Treatment categories covered

From the claim set provided:

  • Upper/lower airway passages and skin (allergic/inflammatory conditions):

    • claims 10, 11? (nasal congestion) + 25-28 are explicit for this broader set.
  • Nasal congestion (allergic/inflammatory upper or lower airway):

    • claims 11, 12, 13, 14.
  • Urticaria (signs and symptoms):

    • claims 15-19.
  • Perennial or seasonal allergic rhinitis (nasal and non-nasal symptoms):

    • claims 20-24.

Enforcement implications

For a competitor, method coverage matters most when product labeling or prescribing practices align with these indications and the product meets the underlying composition limitations. A product that avoids claim 1’s formulation performance gates should reduce composition-based infringement risk even if the clinical indication overlaps.


What are the non-negotiable technical “hooks” competitors must clear to design around?

1) Desloratadine degradation ceiling

  • ≤ about 2% by weight of total desloratadine degradation products.

This likely acts as a chemistry and manufacturing control limitation. A design-around needs to ensure that the product does not accumulate degradation products above the defined threshold under the patent’s measurement conditions (the claim ties to “in the solid composition,” not a stability study per se, but enforceability will still hinge on the measured content).

2) Acid dissolution window

  • ≥ about 80% desloratadine dissolves in 0.1N HCl at 37°C within ~45 minutes.

This is a performance-based immediate-release requirement. If a competitor changes film coat strategy, excipient porosity, or layer composition in ways that shift dissolution curves below this threshold, the product is less likely to meet claim 1.

3) Two-layer architecture

  • Immediate release desloratadine layer + sustained release pseudoephedrine layer.

If a product blends both actives into a single matrix or creates a different release profile architecture, it may avoid structural claim language.

4) Antioxidant role

  • Claim 1 requires two desloratadine-protective antioxidants.
  • Claim 2 fixes edetate disodium + citric acid.
  • Claim 6 adds binder in the sustained-release layer as “desloratadine-protective” in that layer.

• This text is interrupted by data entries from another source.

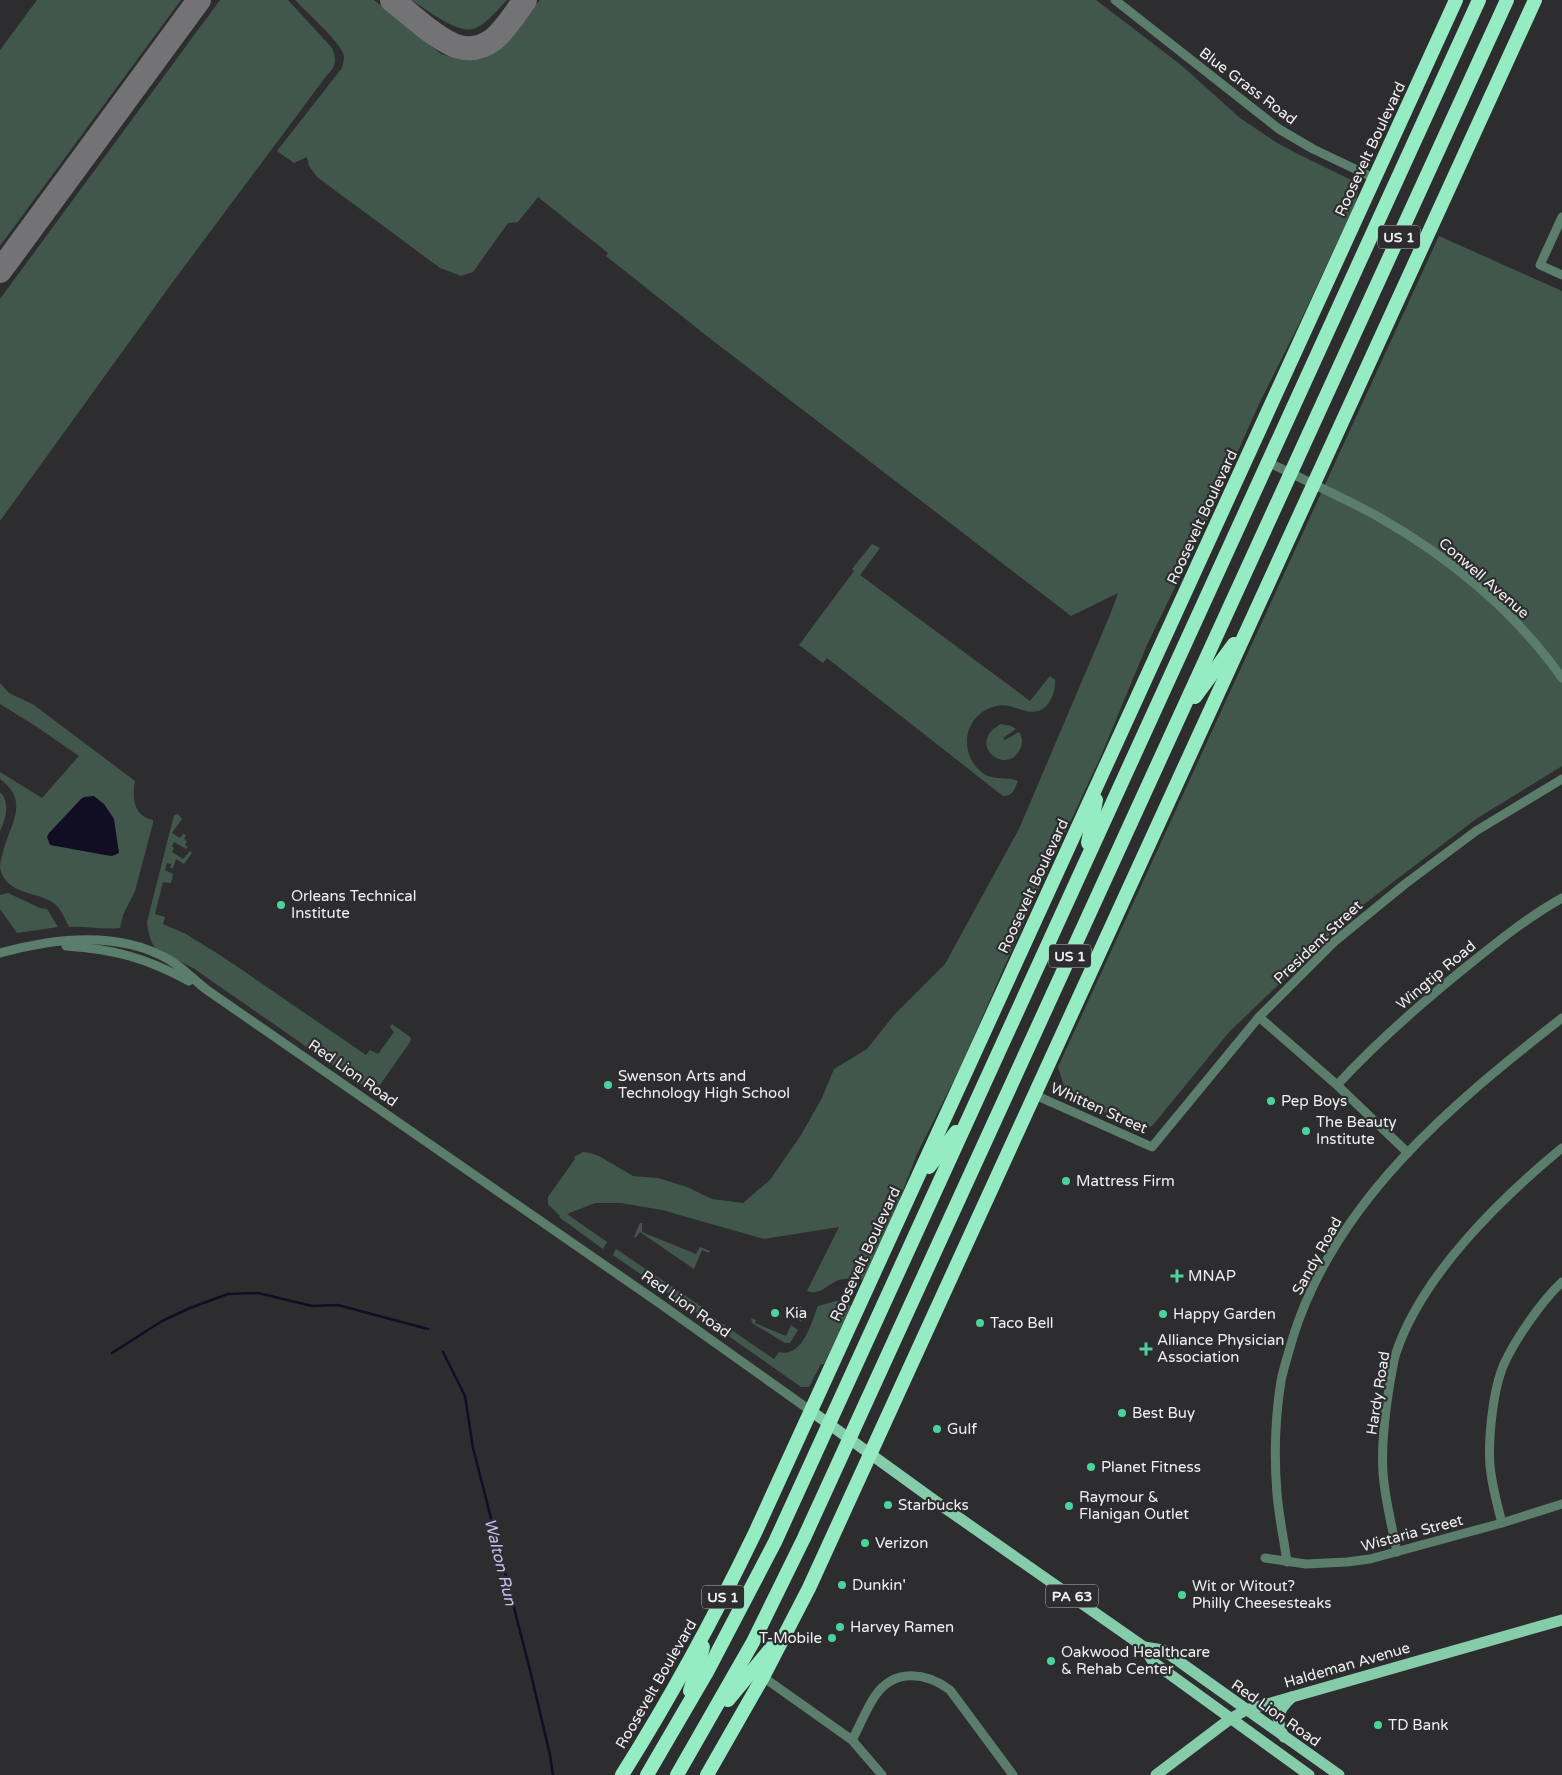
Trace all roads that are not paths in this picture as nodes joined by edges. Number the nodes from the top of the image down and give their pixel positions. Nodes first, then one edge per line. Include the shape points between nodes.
1 (1115, 0) edge
2 (1456, 0) edge
3 (1479, 0) edge
4 (1507, 0) edge
5 (1535, 0) edge
6 (1374, 178) junction
7 (1562, 217) edge
8 (1562, 275) edge
9 (1268, 462) junction
10 (1291, 474) junction
11 (1314, 485) junction
12 (1250, 623) junction
13 (1562, 678) edge
14 (1179, 718) junction
15 (1101, 777) junction
16 (1562, 779) edge
17 (1084, 865) junction
18 (1562, 898) edge
19 (41, 944) junction
20 (0, 953) edge
21 (207, 990) junction
22 (1260, 1017) junction
23 (1562, 1018) edge
24 (1337, 1085) junction
25 (1035, 1095) junction
26 (971, 1112) junction
27 (1152, 1147) joint
28 (1562, 1148) edge
29 (1408, 1153) junction
30 (913, 1188) junction
31 (1562, 1282) edge
32 (811, 1411) junction
33 (829, 1424) junction
34 (850, 1439) junction
35 (870, 1455) junction
36 (1562, 1504) edge
37 (1502, 1523) junction
38 (1397, 1552) junction
39 (1265, 1558) dead end
40 (1287, 1562) junction
41 (712, 1620) junction
42 (1562, 1620) edge
43 (790, 1626) junction
44 (1144, 1647) junction
45 (763, 1677) junction
46 (1294, 1696) junction
47 (1246, 1710) junction
48 (683, 1715) junction
49 (1230, 1719) junction
50 (705, 1728) junction
51 (1284, 1737) junction
52 (852, 1740) junction
53 (622, 1775) edge
54 (647, 1775) edge
55 (677, 1775) edge
56 (707, 1775) edge
57 (882, 1775) edge
58 (1013, 1775) edge
59 (1156, 1775) edge
60 (1309, 1775) edge
61 (1339, 1775) edge

1 - 6 street, Blue Grass Road via 1279,129
2 - 6 highway, Roosevelt Boulevard / US 1
3 - 9 highway, US 1
4 - 10 highway, US 1
5 - 11 highway, US 1
6 - 15 highway, Roosevelt Boulevard / US 1
7 - 8 street via 1540,265
9 - 10 street, Conwell Avenue
9 - 17 highway, US 1
10 - 11 street, Conwell Avenue
10 - 14 highway, US 1
11 - 12 highway, US 1
11 - 13 street, Conwell Avenue via 1378,517 1445,560 1533,639
12 - 14 highway
12 - 25 highway, US 1
14 - 34 highway, US 1
15 - 17 highway
15 - 30 highway, Roosevelt Boulevard / US 1
16 - 22 street, President Street via 1476,831 1405,884 1334,942
17 - 26 highway, US 1
18 - 24 street, Wingtip Road via 1502,938 1437,990
19 - 20 street
19 - 21 street, Red Lion Road via 107,950 142,959
19 - 21 street, Red Lion Road via 87,939 133,945 168,960
21 - 32 street, Red Lion Road
22 - 24 street
22 - 27 street, President Street
23 - 29 street, Sandy Road via 1460,1102
24 - 29 street
25 - 27 street, Whitten Street
25 - 35 highway, US 1
26 - 30 highway
26 - 33 highway, US 1
28 - 38 street, Hardy Road via 1530,1175 1451,1257 1419,1304 1396,1353 1384,1421 1383,1472
29 - 40 street, Sandy Road via 1373,1191 1340,1236 1316,1278 1290,1348 1282,1380 1276,1431 1277,1494
30 - 32 highway, Roosevelt Boulevard / US 1
31 - 37 street via 1529,1322 1504,1364 1496,1394 1490,1465
32 - 33 main road, Red Lion Road / PA 63
32 - 41 highway, Roosevelt Boulevard / US 1
33 - 34 main road, Red Lion Road / PA 63
33 - 48 highway, US 1 via 753,1586
34 - 35 main road, Red Lion Road / PA 63
34 - 50 highway, US 1 via 780,1590
35 - 43 highway, US 1
35 - 44 main road, Red Lion Road / PA 63
36 - 37 street, Wistaria Street
37 - 38 street, Wistaria Street
38 - 40 street, Wistaria Street via 1347,1562
39 - 40 street, Wistaria Street
41 - 48 highway
41 - 53 highway, Roosevelt Boulevard / US 1
42 - 46 main road, Haldeman Avenue
43 - 45 highway, US 1
43 - 50 highway
44 - 47 main road, Red Lion Road / PA 63 via 1162,1650
44 - 49 main road, Red Lion Road / PA 63 via 1153,1662
45 - 52 street
45 - 56 highway, US 1
46 - 47 main road, Haldeman Avenue
46 - 51 main road via 1284,1705 1278,1718
47 - 49 main road, Haldeman Avenue
47 - 51 main road, Red Lion Road / PA 63
48 - 54 highway, US 1
49 - 59 main road, Haldeman Avenue
49 - 60 main road, Red Lion Road / PA 63
50 - 55 highway, US 1
51 - 61 main road, Red Lion Road / PA 63
52 - 57 street
52 - 58 street via 875,1696 884,1686 896,1678 926,1677 950,1690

Practically, the antioxidant system and its placement (including edetate disodium presence in the sustained-release layer in claim 7 and 8) act as a guardrail against “generic antioxidant swaps” unless the new system still avoids meeting the claim definition and still maintains the degradation/dissolution limits.


How broad is the claim set in practice (coverage tiers)?

Tiering view

Tier Claim(s) What defines the boundary Breadth
Broad independent Claim 1 Two-layer composition, two antioxidants in immediate-release layer, sustained-release pseudoephedrine layer, degradation ≤2 wt%, dissolution ≥80% in 0.1N HCl/37°C/~45 min Highest
Mid dependent Claims 2, 3 Specific antioxidants (claim 2) or at-least-one antioxidant plus same performance gates (claim 3) Medium
Tight quantitative Claims 4-6 Specific loadings and binder/protective additions Narrower
Tight embodiment Claims 7-9 Full mg-by-mg exemplar with specific excipients and HPMC grades Narrowest

This structure means a competitor can attempt to:

  • avoid claim 1 by missing any of the three core functional limitations (antioxidant count/identity, degradation threshold, acid dissolution threshold), or
  • aim for a “close” formulation that still avoids the specific antioxidant pairing and/or performance constraints to escape dependent claims.

Patent landscape: where this patent sits relative to “combination cold/allergy” and stability-and-dissolution formulation patents

Positioning in the landscape

US 8,187,630 is squarely in the “fixed-dose combination with performance constraints” slice of pharmaceutical patenting:

  • It combines an antihistamine (desloratadine) with a decongestant (pseudoephedrine) in a layered immediate/sustained release format.
  • It also uses product-defined chemical stability and dissolution performance to differentiate from prior combinations that may not have the same stability/dissolution characterization.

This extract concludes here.